Ma che cos’è davvero?

La meccanica quantistica è una descrive il comportamento della materia e dell’energia a scale piccolissime, quelle degli atomi e delle particelle elementari. Il suo strumento principale è la funzione d’onda, un’equazione che non dice dove si trova una particella, ma “solo” qual è la probabilità di trovarla in un punto piuttosto che in un altro, ma finché nessuno la misura, la particella non ha una posizione, perché esiste in una nuvola di possibilità. Solo quando qualcuno la osserva, la nuvola collassa in un punto preciso. L’atto di guardare cambia la realtà (e non è dunque complottismo).

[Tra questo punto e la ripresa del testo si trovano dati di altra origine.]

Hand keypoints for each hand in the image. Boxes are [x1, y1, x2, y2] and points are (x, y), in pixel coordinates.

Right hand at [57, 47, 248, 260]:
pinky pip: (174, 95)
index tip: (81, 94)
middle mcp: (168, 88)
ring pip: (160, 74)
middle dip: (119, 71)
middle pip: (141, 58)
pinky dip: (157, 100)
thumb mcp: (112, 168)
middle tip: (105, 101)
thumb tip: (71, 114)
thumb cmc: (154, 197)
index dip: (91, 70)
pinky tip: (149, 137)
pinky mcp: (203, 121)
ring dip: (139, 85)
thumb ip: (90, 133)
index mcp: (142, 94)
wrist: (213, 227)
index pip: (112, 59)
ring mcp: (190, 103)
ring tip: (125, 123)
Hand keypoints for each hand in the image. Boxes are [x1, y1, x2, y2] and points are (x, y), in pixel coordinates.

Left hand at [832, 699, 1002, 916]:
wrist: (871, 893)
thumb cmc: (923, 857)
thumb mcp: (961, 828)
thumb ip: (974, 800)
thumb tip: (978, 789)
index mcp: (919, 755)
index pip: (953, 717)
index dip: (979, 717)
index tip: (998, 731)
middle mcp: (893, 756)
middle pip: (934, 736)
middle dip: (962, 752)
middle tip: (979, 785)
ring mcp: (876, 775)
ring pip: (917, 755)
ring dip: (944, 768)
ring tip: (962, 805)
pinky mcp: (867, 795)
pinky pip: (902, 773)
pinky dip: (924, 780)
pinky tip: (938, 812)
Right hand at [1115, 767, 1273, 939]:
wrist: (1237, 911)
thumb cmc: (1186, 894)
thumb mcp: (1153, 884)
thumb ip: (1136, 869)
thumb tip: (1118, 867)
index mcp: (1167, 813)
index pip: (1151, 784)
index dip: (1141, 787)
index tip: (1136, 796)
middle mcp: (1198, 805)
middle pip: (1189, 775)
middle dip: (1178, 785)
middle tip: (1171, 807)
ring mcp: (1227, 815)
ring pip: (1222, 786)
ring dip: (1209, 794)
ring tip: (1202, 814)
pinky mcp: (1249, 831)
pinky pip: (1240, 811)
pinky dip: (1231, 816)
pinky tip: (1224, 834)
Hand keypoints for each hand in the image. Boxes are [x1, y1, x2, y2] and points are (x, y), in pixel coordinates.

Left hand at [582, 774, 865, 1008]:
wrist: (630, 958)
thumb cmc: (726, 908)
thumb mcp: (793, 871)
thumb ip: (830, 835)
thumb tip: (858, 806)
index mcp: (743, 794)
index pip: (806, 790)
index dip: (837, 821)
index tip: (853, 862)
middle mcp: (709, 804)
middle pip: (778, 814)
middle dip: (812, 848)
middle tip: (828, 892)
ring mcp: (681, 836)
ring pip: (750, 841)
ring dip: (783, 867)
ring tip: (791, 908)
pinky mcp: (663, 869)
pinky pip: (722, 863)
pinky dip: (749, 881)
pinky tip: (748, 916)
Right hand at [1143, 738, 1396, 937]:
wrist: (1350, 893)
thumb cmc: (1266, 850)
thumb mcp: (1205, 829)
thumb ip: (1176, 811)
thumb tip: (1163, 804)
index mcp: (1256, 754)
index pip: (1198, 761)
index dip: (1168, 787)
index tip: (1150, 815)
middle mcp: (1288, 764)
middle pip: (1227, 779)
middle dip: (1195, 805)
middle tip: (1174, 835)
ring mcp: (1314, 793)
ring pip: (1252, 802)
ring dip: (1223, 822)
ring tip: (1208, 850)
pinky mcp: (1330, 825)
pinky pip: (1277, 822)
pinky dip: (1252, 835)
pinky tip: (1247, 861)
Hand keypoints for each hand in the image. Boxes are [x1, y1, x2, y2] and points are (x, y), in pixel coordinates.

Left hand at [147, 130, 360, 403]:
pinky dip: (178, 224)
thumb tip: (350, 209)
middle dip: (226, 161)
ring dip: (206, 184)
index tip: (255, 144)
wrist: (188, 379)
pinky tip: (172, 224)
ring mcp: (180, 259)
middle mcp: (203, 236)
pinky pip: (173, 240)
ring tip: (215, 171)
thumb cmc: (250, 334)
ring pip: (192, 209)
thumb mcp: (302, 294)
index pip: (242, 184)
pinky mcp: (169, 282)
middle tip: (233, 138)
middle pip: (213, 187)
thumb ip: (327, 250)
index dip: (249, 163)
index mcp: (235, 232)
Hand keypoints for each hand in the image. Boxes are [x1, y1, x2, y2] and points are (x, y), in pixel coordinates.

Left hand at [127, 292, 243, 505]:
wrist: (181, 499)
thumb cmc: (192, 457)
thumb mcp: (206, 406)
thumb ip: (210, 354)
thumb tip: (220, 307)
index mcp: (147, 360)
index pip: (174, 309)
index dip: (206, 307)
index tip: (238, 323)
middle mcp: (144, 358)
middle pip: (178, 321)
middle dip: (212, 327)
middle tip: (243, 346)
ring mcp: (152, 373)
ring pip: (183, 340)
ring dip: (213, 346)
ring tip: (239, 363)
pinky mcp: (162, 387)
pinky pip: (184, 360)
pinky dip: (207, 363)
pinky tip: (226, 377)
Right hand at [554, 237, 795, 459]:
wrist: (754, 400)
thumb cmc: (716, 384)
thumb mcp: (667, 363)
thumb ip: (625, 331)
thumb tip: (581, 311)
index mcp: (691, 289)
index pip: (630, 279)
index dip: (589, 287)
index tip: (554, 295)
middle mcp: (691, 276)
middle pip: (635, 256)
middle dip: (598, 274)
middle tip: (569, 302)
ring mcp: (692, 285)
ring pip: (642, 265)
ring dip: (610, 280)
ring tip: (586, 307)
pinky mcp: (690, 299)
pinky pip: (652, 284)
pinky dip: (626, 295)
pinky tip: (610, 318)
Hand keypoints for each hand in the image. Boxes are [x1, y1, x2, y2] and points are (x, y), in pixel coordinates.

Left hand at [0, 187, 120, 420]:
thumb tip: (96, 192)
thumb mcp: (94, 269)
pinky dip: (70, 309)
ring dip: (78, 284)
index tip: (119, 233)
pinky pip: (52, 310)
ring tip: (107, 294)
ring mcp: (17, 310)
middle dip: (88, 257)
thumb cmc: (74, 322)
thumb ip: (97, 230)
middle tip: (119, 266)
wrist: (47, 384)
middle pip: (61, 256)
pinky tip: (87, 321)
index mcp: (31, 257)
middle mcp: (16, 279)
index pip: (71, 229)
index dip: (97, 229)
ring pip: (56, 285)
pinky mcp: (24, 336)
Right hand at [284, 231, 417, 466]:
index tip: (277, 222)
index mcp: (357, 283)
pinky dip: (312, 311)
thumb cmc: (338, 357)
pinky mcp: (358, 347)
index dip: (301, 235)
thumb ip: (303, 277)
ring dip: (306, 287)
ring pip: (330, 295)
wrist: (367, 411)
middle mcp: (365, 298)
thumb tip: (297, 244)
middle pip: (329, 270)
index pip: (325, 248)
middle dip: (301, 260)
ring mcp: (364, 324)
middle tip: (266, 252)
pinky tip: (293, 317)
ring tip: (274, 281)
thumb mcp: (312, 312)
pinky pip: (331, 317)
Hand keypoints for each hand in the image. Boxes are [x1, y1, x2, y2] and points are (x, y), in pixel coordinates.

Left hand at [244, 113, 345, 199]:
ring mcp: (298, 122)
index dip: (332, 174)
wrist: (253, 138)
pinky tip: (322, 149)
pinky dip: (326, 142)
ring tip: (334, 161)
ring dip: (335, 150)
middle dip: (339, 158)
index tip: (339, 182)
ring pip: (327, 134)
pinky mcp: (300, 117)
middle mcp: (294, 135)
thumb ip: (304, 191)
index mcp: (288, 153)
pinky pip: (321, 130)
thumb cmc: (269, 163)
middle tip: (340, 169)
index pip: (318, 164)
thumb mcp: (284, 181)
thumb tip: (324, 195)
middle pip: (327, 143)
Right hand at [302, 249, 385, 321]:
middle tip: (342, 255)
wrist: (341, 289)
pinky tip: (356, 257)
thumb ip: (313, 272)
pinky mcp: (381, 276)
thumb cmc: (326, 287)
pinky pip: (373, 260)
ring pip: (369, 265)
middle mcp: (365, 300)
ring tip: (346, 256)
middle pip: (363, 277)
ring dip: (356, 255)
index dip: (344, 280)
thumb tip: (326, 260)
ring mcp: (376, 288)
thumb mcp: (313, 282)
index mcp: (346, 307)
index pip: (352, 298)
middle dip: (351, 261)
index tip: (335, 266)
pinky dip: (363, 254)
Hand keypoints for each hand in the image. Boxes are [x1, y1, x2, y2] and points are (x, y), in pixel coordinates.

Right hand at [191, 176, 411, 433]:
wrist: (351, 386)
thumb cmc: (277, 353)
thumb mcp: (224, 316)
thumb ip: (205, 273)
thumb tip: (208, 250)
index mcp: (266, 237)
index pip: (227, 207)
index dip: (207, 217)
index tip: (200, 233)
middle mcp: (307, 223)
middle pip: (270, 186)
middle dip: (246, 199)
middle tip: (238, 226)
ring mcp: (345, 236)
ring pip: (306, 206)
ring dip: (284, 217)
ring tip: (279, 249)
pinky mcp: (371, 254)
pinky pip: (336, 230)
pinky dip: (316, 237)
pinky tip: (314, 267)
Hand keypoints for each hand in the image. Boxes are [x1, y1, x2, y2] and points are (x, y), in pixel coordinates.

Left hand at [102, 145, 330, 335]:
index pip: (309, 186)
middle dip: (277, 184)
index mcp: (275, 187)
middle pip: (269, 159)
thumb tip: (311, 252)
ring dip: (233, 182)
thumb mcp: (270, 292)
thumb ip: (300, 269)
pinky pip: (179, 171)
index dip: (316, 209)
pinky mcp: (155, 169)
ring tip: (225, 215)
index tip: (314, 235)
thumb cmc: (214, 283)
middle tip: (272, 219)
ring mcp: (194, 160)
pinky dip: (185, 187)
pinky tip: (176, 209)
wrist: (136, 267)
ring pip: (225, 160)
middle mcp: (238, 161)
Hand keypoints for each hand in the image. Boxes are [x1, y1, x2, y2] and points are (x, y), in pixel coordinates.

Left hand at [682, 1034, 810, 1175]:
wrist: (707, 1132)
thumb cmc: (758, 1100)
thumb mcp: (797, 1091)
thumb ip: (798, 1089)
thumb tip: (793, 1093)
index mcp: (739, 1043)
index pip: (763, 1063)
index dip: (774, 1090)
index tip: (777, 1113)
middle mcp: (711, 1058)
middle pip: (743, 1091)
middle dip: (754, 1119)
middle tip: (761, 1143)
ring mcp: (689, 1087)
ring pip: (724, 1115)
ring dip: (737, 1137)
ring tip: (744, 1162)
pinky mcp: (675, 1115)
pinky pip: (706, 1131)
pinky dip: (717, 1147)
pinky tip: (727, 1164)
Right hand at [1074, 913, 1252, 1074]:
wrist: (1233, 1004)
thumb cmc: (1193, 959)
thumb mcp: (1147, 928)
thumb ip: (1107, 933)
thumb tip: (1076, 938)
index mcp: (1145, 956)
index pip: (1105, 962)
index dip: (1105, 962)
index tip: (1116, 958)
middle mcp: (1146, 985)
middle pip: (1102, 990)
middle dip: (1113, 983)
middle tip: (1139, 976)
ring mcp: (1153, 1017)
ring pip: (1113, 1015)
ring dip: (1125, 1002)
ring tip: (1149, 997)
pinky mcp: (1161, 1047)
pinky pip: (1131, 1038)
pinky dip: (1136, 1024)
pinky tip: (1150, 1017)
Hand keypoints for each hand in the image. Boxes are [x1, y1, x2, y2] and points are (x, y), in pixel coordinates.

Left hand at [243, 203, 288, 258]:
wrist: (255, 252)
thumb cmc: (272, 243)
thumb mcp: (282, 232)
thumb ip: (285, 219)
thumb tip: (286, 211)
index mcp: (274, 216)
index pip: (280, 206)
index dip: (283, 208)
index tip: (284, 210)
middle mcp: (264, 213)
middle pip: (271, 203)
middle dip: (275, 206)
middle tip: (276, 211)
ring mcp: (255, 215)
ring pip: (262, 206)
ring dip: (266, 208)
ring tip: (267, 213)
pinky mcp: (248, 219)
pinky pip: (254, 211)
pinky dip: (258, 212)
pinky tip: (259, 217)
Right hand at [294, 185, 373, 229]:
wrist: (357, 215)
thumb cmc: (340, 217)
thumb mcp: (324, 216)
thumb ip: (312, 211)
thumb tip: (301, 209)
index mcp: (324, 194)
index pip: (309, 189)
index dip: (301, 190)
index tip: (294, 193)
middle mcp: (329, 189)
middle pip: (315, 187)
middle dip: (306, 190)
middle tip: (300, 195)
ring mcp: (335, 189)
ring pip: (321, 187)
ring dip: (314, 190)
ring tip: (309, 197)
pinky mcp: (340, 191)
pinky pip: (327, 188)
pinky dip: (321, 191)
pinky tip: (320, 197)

Cosa cambia rispetto al mondo classico

Nel mondo classico, quello delle palle da biliardo, puoi misurare una proprietà senza alterare le altre, ma nella meccanica quantistica no. Il principio di indeterminazione di Heisenberg dice che non puoi conoscere contemporaneamente posizione e velocità di una particella con precisione assoluta. Più sai dov’è, meno sai quanto veloce va.

La meccanica quantistica spiegata in 2 minuti
Il fisico Werner Heisenberg. (Crediti: National Geographic)

Perché è importante

Oggi la meccanica quantistica alimenta cose di tutti i giorni come i laser, i computer e le risonanze magnetiche. Anche i transistor nei telefoni funzionano grazie all’effetto tunnel quantistico, eppure, la usiamo senza sapere perché funzioni. Richard Feynman, che la capiva meglio di chiunque altro, disse: “Nessuno capisce la meccanica quantistica“, e questa era la definizione più onesta che un fisico potesse dare.